They produce installations that choreograph the tension between visibility and opacity.
Their films capture performances in front of the camera, often starting with a song, a picture, a film or a score from the near past. They upset normative historical narratives and conventions of spectatorship, as figures and actions across time are staged, layered and re-imagined.
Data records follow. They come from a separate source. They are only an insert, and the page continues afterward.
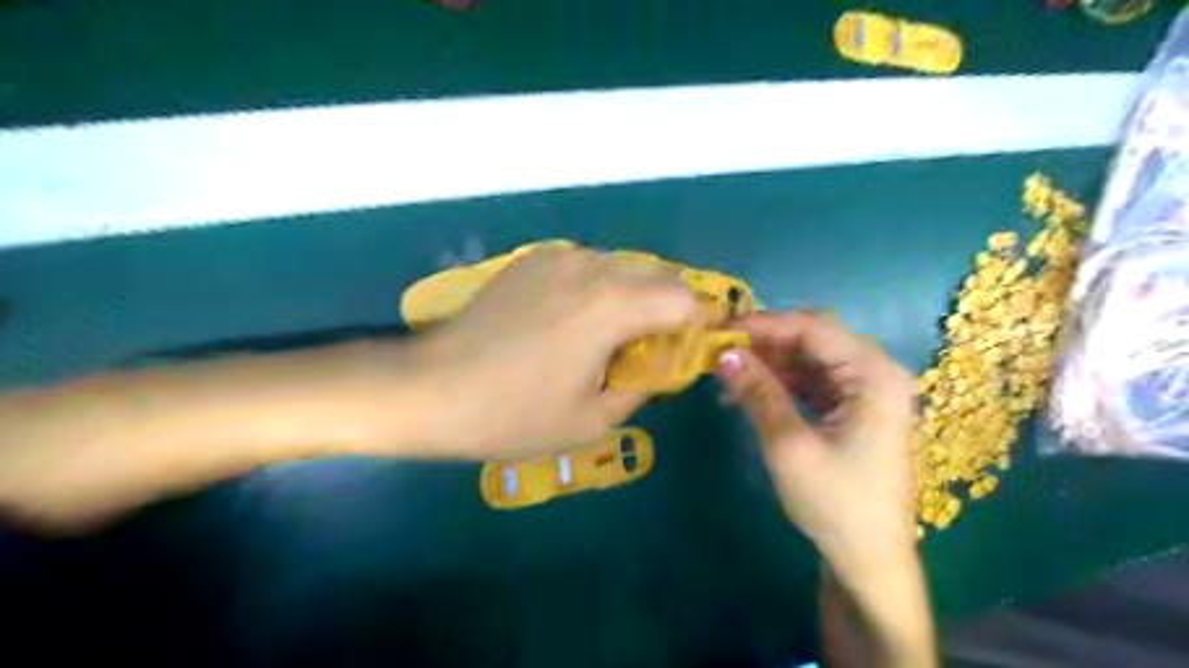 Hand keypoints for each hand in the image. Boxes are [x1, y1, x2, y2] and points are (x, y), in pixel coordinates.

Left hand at [407, 242, 693, 459]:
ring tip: (608, 339)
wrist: (432, 389)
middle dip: (668, 311)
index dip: (696, 325)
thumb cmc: (514, 415)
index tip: (685, 352)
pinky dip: (598, 290)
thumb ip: (642, 385)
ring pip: (623, 269)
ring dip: (633, 298)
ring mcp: (559, 257)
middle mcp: (591, 267)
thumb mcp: (592, 420)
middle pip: (659, 277)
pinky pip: (588, 268)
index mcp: (611, 305)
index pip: (684, 299)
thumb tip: (660, 363)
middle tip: (650, 351)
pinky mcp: (533, 259)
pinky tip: (571, 323)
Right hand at [714, 310, 916, 568]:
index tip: (720, 331)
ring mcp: (866, 393)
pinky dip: (779, 386)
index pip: (813, 328)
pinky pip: (811, 383)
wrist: (868, 562)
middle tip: (719, 352)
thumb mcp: (789, 444)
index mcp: (874, 374)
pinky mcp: (852, 411)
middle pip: (813, 341)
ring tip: (726, 378)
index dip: (763, 324)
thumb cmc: (835, 502)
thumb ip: (757, 392)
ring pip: (809, 361)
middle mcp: (875, 374)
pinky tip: (747, 395)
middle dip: (763, 345)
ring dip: (768, 366)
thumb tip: (722, 354) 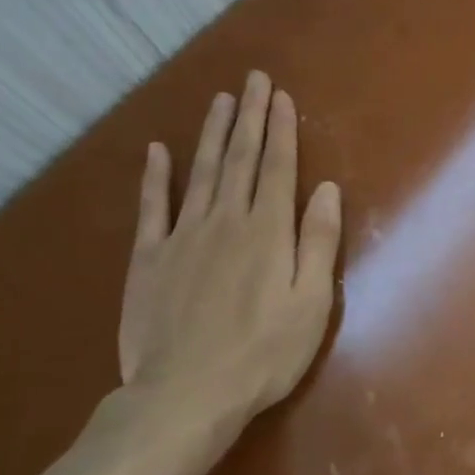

Their performers are choreographers, artists and musicians, with whom they are having a long-term conversation about the conditions of performance, the violent history of visibility, the pathologization of bodies, but also about companionship, glamour and resistance. Their sculptures and objects often refer to the potentiality of performance, using materials that connect to props, stages, costumes, microphones, wigs or dance floors.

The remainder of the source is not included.